Exploring MEK inhibitor-associated subretinal fluid

By Laird Harrison

Vienna-Subretinal fluid caused by mitogen-activated protein kinase (MEK) inhibitors, a new class of cancer medications, typically resolves on its own without posing long-term risk to visual acuity, researchers say.

”It’s important to let people know that this is not an unusual occurrence,” Marissa Weber, MD, told Ophthalmology Times. “Fortunately, this does not appear to cause permanent vision loss. We would not recommend withholding a life-prolonging treatment because of the presence of subretinal fluid.”

Dr. Weber, a vitreoretinal surgeon in the U.S. Army at Walter Reed National Military Medical Center in Bethesda Maryland, presented the finding at the American Society of Retina Specialists 2015 annual meeting. She conducted the research during her fellowship in vitreoretinal surgery at Ophthalmic Consultants of Boston.

The MEK inhibitor that was studied was binimetinib, which is currently used in many clinical trials in combination with other agents. However, U.S. ophthalmologists are most likely to encounter trametinib, the only MEK inhibitor approved by the FDA. Among the others under study are cobimetinib and selumetinib.

“If ophthalmologists are seeing patients with a history of cancer being treated with chemotherapy, it would be important to delve deeper to find out what chemotherapy they’re on, because it might be one of these MEK inhibitors,” said Dr. Weber.

Previous research has shown MEK inhibitors to improve survival in people with metastatic cancer. Early trials reported the presence of subretinal fluid (SFR), which resembles that seen in central serious retinopathy, but at a much lower incidence than has been reported more recently. 

To determine the incidence and characteriistics of the SRF, Dr. Weber and her colleagues reviewed the records of 52 patients treated twice per day with oral binimetinib during phase 1B and II clinical trials.

These clinical trials included patients with advanced solid tumors such as colorectal, esophageal, non-small-cell lung, pancreatic and breast cancer, and cutaneous malignant melanoma. The researchers excluded those patients with symptomatic or recently treated brain metastasis and history of, or evidence of, central serous retinopathy or retinal vein occlusion.

Clinical examinations revealed discrete, yellow, elevated areas subfoveally and along the arcades in 46 subjects (88%). Optical coherence tomography (OCT) confirmed the presence of SRF. Fluorescein angiography did not show any signs of leakage, distinguishing these serous elevations from those of central serous retinopathy.
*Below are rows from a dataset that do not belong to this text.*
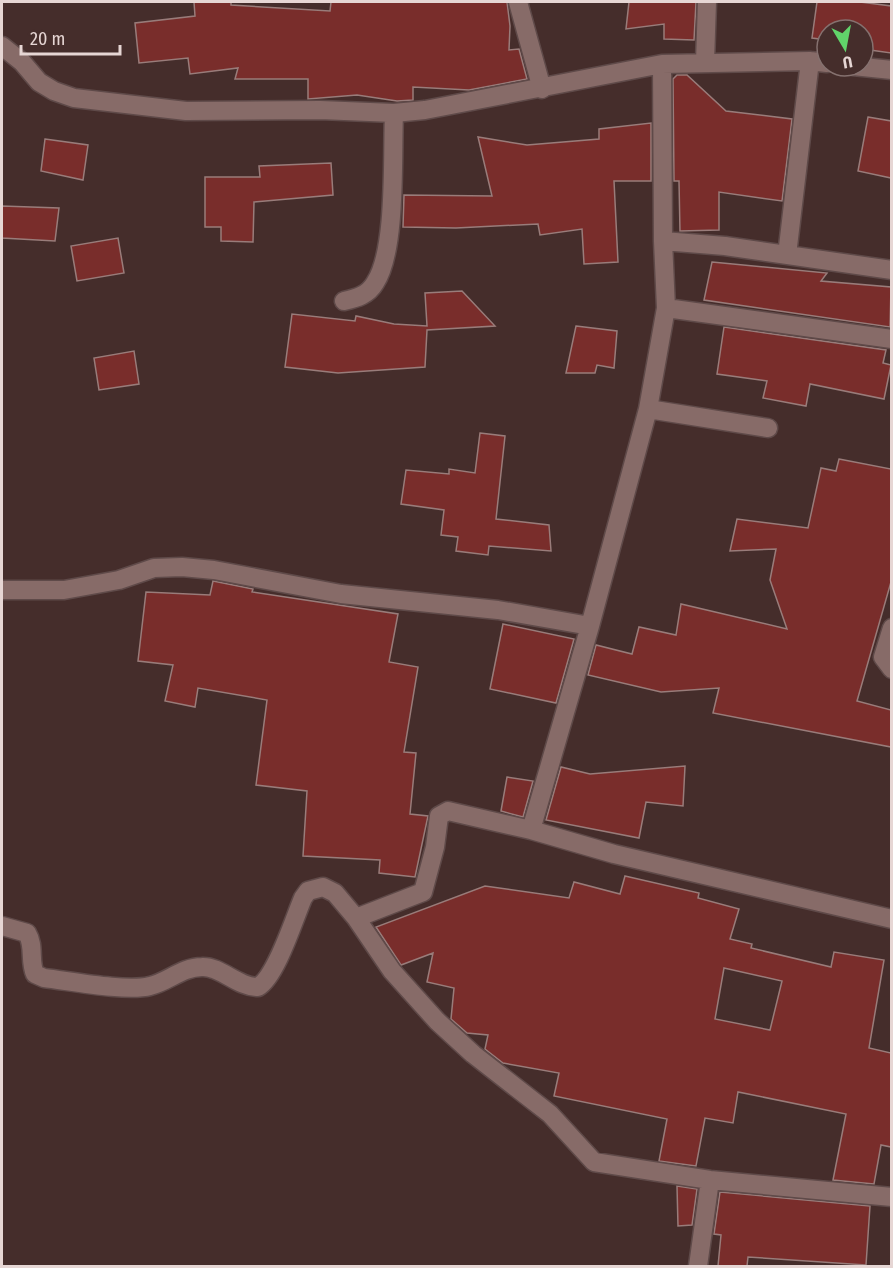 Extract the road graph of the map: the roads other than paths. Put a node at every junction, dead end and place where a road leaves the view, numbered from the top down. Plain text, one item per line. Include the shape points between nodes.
1 (518, 2) edge
2 (707, 2) edge
3 (2, 46) edge
4 (705, 62) junction
5 (815, 62) edge
6 (662, 64) junction
7 (875, 68) edge
8 (891, 70) edge
9 (815, 78) edge
10 (542, 89) junction
11 (394, 113) junction
12 (663, 241) junction
13 (787, 255) junction
14 (891, 270) edge
15 (344, 301) dead end
16 (666, 308) junction
17 (891, 339) edge
18 (648, 409) junction
19 (768, 428) dead end
20 (2, 590) edge
21 (590, 626) junction
22 (891, 628) edge
23 (891, 669) edge
24 (531, 830) junction
25 (356, 918) junction
26 (891, 919) edge
27 (2, 926) edge
28 (710, 1180) junction
29 (891, 1197) edge
30 (698, 1266) edge

1 - 10 street
2 - 4 street
3 - 11 street via 39,82 74,98 186,111
4 - 5 street
4 - 6 street
6 - 10 street via 569,80
6 - 12 street
7 - 8 street
9 - 13 street
10 - 11 street
11 - 15 street via 389,244 375,284 362,297
12 - 13 street
12 - 16 street
13 - 14 street
16 - 17 street
16 - 18 street
18 - 19 street
18 - 21 street
20 - 21 street via 64,590 119,580 154,568 182,567 341,594 486,609
21 - 24 street
22 - 23 street via 883,657
24 - 25 street via 448,811 439,816 423,892
24 - 26 street via 614,854
25 - 27 street via 334,893 323,887 308,891 265,983 258,987 210,967 190,968 137,988 39,976 33,968 33,949 27,933
25 - 28 street via 392,971 437,1021 550,1114 594,1162
28 - 29 street
28 - 30 street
In 70% of the subjects, SRF appeared subfoveally and along the arcades. In 20%, SRF was along the arcades only.  And in 8% it was only found subfoveally.  

Nine of the subjects (17%) reported transient visual acuity symptoms, which they typically described as blurry vision, halos or colorful spots, said Dr. Weber. The patients said it took about 45 minutes to 2 hours for these symptoms to develop after taking the drug. Symptoms typically resolved within 4 hours, and stopped occurring altogether after a month. The investigators were able to follow 1 patients each for 9 and or 12 months. Both patients' vision was stable during that time.

In 6 eyes of 5 subjects with SRF,  visual acuity decreased by more than 1 line. However, visual acuity acuity of the fellow eyes in 4 of these subjects improved by 1-2 lines despite the presence of SRF. The changes in visual acuity were felt to be attributed to dry eye, transcription error, and the patient's systemic condition at the time of visual acuity measurement.

The researchers observed one patient using OCT in real time after he took binimetinib. Within 1 hour of dosing, SRF was noted to be present on OCT and increased with a maximum level of SRF at 3 hours. However, by 4 hours after dosing, the subretinal had resolved completely.

It’s not clear why the medication causes SRF to build up, said Dr. Weber. The medication may be toxic to the retinal pigment epithelium (RPE), affects aquaporin 1 channels in the RPE, or the effect could be mediated by auto-antibodies.

“All these theories point to a problem with the RPE, but honestly,  honestly we’re just not sure what it is yet,” she said.